The real estate industry could turn upside down soon, says star broker Jason Oppenheim.
Oppenheim – leads a team of attractive agents at Netflix (NFLX) Reality Series “Selling Sunset” – We recently sat down with Yahoo Finance to discuss the current state of the US real estate market. In an extensive conversation, he warned that the industry’s fee structure could soon change forever.
“Specifically for real estate agents, there are several lawsuits underway with federal regulators, and at worst it could be Armageddon for real estate agents,” he said. , we might see a separate commission structure, where the seller is basically paying the buyer and the agency commission.”
Two home sellers filed lawsuits in 2019 [Sitzer et al v. National Association of Realtors (NAR)]which claims to violate several NAR rules sherman antitrust law an 1890 law prohibiting activities that restrict interstate commerce and competition.
One of the NAR rules in question requires listing brokers to provide a commission to buyer brokers for listing properties. The lawsuit alleges that the practice increases costs for sellers and is therefore anti-competitive.

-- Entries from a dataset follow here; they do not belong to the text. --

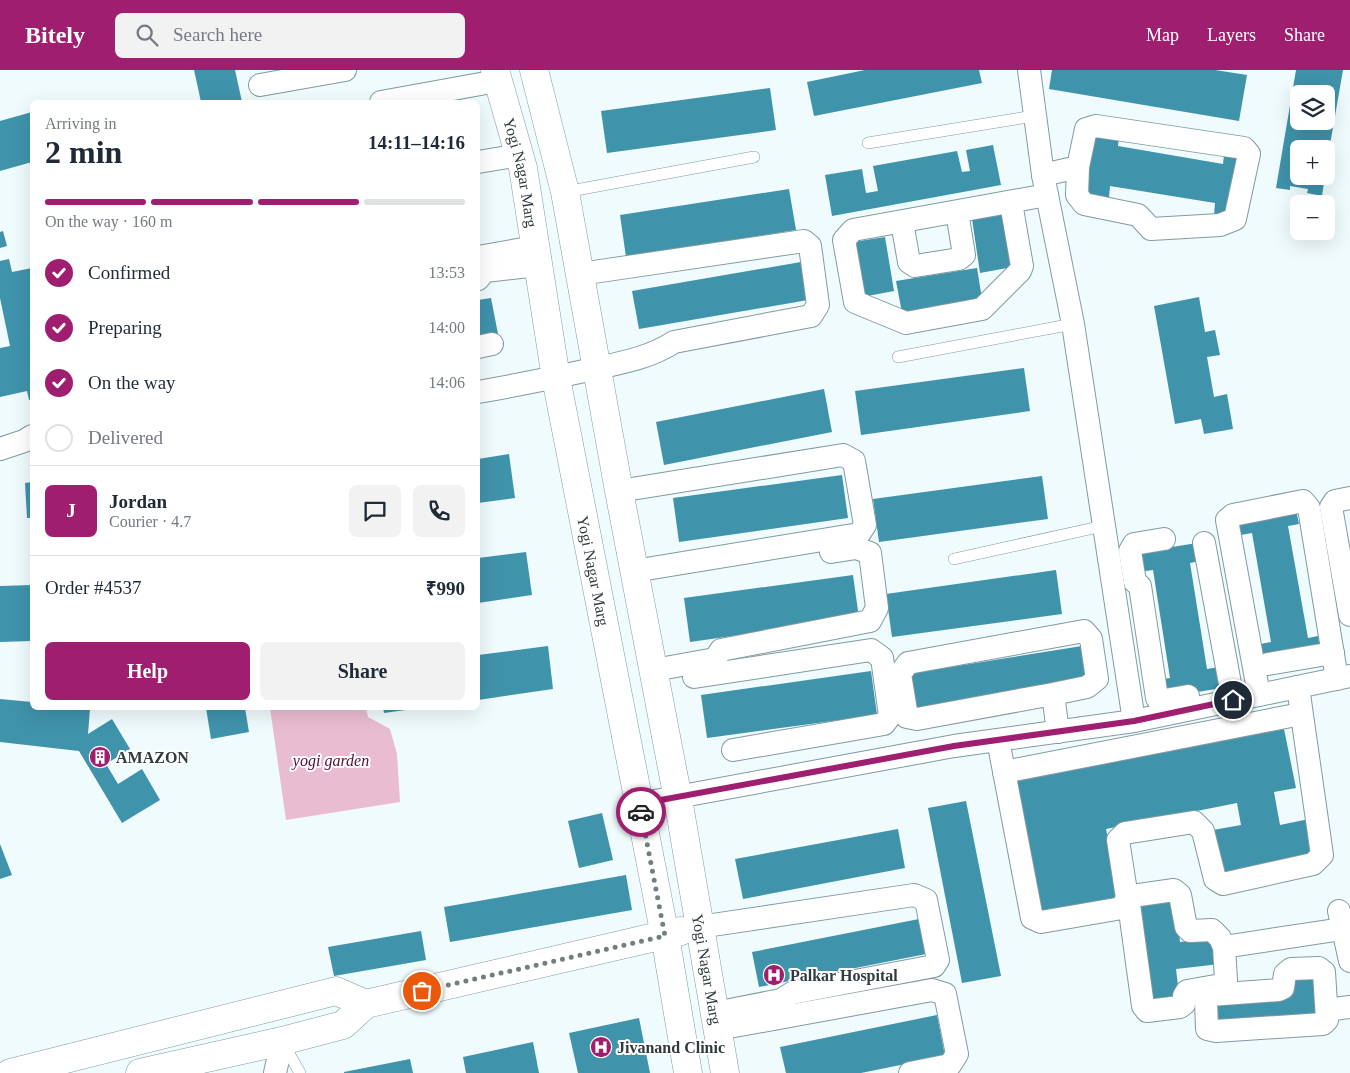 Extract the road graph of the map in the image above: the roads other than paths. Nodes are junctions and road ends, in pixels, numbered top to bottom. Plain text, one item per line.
1 (345, 70) edge
2 (534, 70) edge
3 (1029, 70) edge
4 (496, 76) edge
5 (260, 85) dead end
6 (390, 100) edge
7 (1034, 116) junction
8 (868, 143) dead end
9 (520, 155) junction
10 (754, 157) dead end
11 (480, 162) edge
12 (1078, 167) junction
13 (1045, 185) junction
14 (565, 192) junction
15 (1011, 203) junction
16 (957, 212) junction
17 (902, 222) junction
18 (536, 256) junction
19 (480, 257) edge
20 (580, 274) junction
21 (480, 277) edge
22 (1073, 324) junction
23 (898, 357) dead end
24 (597, 368) junction
25 (556, 378) junction
26 (480, 392) edge
27 (30, 437) edge
28 (0, 449) edge
29 (619, 491) junction
30 (1350, 498) edge
31 (1103, 526) junction
32 (1164, 539) dead end
33 (1204, 543) dead end
34 (954, 559) dead end
35 (636, 577) junction
36 (1142, 598) junction
37 (1114, 602) junction
38 (1350, 615) edge
39 (1333, 653) junction
40 (1151, 656) junction
41 (1124, 661) junction
42 (1268, 664) dead end
43 (655, 677) junction
44 (1344, 678) edge
45 (1298, 687) junction
46 (1053, 694) junction
47 (1259, 694) junction
48 (1232, 695) junction
49 (947, 714) junction
50 (1301, 714) junction
51 (1134, 721) junction
52 (1058, 732) junction
53 (818, 735) junction
54 (998, 740) junction
55 (954, 746) junction
56 (733, 750) dead end
57 (825, 770) junction
58 (1004, 772) junction
59 (678, 798) junction
60 (639, 804) junction
61 (700, 926) junction
62 (665, 936) junction
63 (1224, 947) junction
64 (1350, 961) edge
65 (366, 1004) junction
66 (1350, 1007) edge
67 (1327, 1010) junction
68 (717, 1021) junction
69 (282, 1041) junction
70 (10, 1073) edge
71 (140, 1073) edge
72 (275, 1073) edge
73 (300, 1073) edge
74 (688, 1073) edge
75 (725, 1073) edge
76 (910, 1073) edge

1 - 5 street
2 - 14 street, Yogi Nagar Marg
3 - 7 street
4 - 6 street
4 - 9 street, Yogi Nagar Marg
7 - 8 lane
7 - 13 street
9 - 11 street
9 - 18 street, Yogi Nagar Marg
10 - 14 lane
12 - 12 street
12 - 13 street
13 - 15 street
13 - 22 street
14 - 20 street, Yogi Nagar Marg
15 - 16 street
15 - 17 street
16 - 17 street
16 - 17 street
18 - 19 street
18 - 21 street
18 - 25 street, Yogi Nagar Marg
20 - 24 street, Yogi Nagar Marg
20 - 24 street
22 - 23 lane
22 - 31 street
24 - 25 street
24 - 29 street, Yogi Nagar Marg
25 - 26 street
25 - 60 street, Yogi Nagar Marg
27 - 28 street
29 - 35 street, Yogi Nagar Marg
29 - 35 street
30 - 38 street
31 - 34 lane
31 - 37 street
32 - 36 street
33 - 48 street
35 - 43 street, Yogi Nagar Marg
35 - 43 street
36 - 37 street
36 - 40 street
37 - 41 street
39 - 42 street
39 - 44 street
39 - 47 street
40 - 41 street
40 - 48 street
41 - 51 street
43 - 53 street
43 - 59 street, Yogi Nagar Marg
44 - 45 street
45 - 47 street
45 - 50 street
46 - 49 street
46 - 49 street
46 - 52 street
47 - 48 street
48 - 51 street
49 - 55 street
50 - 58 street
50 - 58 street
51 - 52 street
52 - 54 street
53 - 56 street
53 - 57 street
54 - 55 street
54 - 58 street
55 - 57 street
57 - 59 street
59 - 60 street
59 - 61 street, Yogi Nagar Marg
60 - 62 street, Yogi Nagar Marg
61 - 62 street
61 - 68 street, Yogi Nagar Marg
61 - 68 street
62 - 65 street
62 - 74 street, Yogi Nagar Marg
63 - 63 street
63 - 64 street
65 - 69 street
65 - 70 street
66 - 67 street
67 - 67 street
68 - 75 street, Yogi Nagar Marg
68 - 76 street
69 - 71 street
69 - 72 street
69 - 73 lane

Traditionally, two agents are required to sell a home: the buyer’s agent and the seller’s agent. However, if the NAR were to lose the lawsuit, the real estate industry would effectively leave Byers his agent out of the equation. This means the number of real estate agents in the United States (currently 1.5 million, according to the NAR), which can drop sharply.
“We could see hundreds of thousands of real estate agents quit their jobs and major brokers go out of business,” said Oppenheim. standing.”
Oppenheim said there is likely to be a major overhaul of the real estate market, although there is hope for a settlement with regulators or an appeals process. He added that the U.S. could eventually turn to a model with lower total fees, as is the case in Australia.
“I think there are too many realtors anyway, so I don’t think that’s part of the problem.” “I think it’s called dual agency,” he said. It’s like going to court, one lawyer representing both parties.”
Oppenheim added that this could create a situation where agents have fiduciary responsibilities to one side.
2022, Federal Court control private real estate listing services may sue the NAR for anti-competitive practices. Earlier this month, the U.S. Supreme Court was denied attempts by industry groups to challenge the ruling.
“It’s something that’s not talked about much, and maybe even harder in 2024, but it’s coming,” Oppenheim said.